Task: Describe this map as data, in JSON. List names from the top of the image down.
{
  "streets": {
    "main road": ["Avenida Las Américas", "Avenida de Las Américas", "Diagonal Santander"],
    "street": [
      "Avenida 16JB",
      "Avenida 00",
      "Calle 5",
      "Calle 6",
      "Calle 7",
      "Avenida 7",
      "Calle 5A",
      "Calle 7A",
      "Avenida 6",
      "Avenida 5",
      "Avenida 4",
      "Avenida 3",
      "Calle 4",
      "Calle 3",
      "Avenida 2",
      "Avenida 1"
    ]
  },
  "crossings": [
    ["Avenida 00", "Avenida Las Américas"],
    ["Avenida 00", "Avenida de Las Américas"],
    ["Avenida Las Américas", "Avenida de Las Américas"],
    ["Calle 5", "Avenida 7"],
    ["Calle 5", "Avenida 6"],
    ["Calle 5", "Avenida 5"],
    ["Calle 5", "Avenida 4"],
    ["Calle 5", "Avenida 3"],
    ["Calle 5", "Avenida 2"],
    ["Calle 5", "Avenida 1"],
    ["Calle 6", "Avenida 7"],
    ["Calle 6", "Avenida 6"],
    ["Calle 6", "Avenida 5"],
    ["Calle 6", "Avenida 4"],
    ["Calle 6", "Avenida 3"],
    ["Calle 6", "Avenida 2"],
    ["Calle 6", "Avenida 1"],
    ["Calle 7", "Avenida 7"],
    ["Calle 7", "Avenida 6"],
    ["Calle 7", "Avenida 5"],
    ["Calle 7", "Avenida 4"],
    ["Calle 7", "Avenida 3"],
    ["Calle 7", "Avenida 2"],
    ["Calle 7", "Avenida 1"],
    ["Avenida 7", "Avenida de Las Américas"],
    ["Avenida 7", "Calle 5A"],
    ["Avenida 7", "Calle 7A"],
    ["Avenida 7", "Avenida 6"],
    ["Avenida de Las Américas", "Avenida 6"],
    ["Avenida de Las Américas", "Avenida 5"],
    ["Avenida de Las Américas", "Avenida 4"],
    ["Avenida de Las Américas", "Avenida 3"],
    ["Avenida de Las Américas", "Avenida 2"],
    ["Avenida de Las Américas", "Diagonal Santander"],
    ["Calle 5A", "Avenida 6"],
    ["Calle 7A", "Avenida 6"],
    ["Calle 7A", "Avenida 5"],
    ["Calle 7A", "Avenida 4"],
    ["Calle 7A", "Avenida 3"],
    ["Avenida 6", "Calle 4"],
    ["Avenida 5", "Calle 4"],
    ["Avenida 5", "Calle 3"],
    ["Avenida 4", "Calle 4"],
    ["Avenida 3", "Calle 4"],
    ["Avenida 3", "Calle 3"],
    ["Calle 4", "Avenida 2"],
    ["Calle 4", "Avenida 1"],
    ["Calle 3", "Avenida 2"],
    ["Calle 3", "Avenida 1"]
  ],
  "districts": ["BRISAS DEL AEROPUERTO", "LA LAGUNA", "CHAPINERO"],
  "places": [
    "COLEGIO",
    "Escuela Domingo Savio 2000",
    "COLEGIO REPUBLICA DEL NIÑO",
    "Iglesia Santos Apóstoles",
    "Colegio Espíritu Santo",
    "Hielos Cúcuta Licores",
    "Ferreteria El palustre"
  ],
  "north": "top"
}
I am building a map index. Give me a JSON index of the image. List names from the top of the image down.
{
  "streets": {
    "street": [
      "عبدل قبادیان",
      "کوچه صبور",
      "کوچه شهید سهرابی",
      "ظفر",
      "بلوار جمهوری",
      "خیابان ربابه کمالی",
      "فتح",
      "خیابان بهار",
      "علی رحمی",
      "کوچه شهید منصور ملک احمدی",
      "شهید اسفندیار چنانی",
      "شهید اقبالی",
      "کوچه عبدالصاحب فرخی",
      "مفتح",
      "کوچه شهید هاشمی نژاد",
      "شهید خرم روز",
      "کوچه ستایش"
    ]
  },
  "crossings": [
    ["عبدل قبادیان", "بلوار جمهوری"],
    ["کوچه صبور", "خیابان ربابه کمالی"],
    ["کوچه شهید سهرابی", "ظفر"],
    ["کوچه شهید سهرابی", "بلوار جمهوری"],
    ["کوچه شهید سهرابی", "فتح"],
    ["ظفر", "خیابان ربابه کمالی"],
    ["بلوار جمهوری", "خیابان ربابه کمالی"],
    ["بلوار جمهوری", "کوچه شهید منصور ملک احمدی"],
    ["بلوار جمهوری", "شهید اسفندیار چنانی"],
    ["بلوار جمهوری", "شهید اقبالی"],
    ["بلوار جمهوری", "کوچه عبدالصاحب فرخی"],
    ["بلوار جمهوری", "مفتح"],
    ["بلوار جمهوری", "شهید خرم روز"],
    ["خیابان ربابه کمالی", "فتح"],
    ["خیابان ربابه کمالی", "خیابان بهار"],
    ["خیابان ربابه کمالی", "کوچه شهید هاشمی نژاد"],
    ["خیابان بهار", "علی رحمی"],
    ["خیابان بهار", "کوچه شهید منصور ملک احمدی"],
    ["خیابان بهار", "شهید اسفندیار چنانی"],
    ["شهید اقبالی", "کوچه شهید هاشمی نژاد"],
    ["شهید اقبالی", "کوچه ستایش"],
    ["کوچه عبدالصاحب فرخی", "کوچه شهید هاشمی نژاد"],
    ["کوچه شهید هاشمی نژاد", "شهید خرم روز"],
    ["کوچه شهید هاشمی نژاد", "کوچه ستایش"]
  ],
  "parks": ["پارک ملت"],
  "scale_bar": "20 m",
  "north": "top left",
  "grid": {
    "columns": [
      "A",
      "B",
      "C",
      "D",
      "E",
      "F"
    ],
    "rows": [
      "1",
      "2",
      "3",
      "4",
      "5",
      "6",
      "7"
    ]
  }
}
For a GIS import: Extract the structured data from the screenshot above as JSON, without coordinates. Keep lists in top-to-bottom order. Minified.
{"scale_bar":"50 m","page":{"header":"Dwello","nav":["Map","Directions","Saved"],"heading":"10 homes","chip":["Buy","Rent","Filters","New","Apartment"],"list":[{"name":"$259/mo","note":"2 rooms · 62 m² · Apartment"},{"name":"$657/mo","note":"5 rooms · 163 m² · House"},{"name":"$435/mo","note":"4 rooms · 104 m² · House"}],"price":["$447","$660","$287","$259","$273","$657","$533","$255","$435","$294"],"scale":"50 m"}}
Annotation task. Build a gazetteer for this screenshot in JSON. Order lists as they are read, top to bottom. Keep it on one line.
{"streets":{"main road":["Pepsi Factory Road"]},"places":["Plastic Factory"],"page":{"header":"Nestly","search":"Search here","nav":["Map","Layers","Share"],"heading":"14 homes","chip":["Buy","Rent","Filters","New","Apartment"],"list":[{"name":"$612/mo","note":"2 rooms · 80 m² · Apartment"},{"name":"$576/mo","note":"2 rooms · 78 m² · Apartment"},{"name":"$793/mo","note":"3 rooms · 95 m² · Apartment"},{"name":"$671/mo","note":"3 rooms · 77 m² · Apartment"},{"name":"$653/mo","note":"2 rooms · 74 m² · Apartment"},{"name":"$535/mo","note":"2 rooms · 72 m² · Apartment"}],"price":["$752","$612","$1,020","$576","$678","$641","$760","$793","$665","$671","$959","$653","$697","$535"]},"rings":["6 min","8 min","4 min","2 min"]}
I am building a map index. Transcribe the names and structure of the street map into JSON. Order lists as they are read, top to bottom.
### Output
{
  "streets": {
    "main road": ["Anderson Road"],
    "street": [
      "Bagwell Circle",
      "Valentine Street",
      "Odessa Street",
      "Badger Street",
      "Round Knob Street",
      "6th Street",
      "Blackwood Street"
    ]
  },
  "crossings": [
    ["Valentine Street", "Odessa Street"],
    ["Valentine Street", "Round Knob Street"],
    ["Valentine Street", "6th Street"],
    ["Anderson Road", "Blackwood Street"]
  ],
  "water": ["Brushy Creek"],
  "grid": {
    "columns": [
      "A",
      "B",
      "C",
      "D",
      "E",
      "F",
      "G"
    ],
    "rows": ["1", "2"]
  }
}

---

Which lines in the records above include the word "ربابه"? Copy them out.

      "خیابان ربابه کمالی",
    ["کوچه صبور", "خیابان ربابه کمالی"],
    ["ظفر", "خیابان ربابه کمالی"],
    ["بلوار جمهوری", "خیابان ربابه کمالی"],
    ["خیابان ربابه کمالی", "فتح"],
    ["خیابان ربابه کمالی", "خیابان بهار"],
    ["خیابان ربابه کمالی", "کوچه شهید هاشمی نژاد"],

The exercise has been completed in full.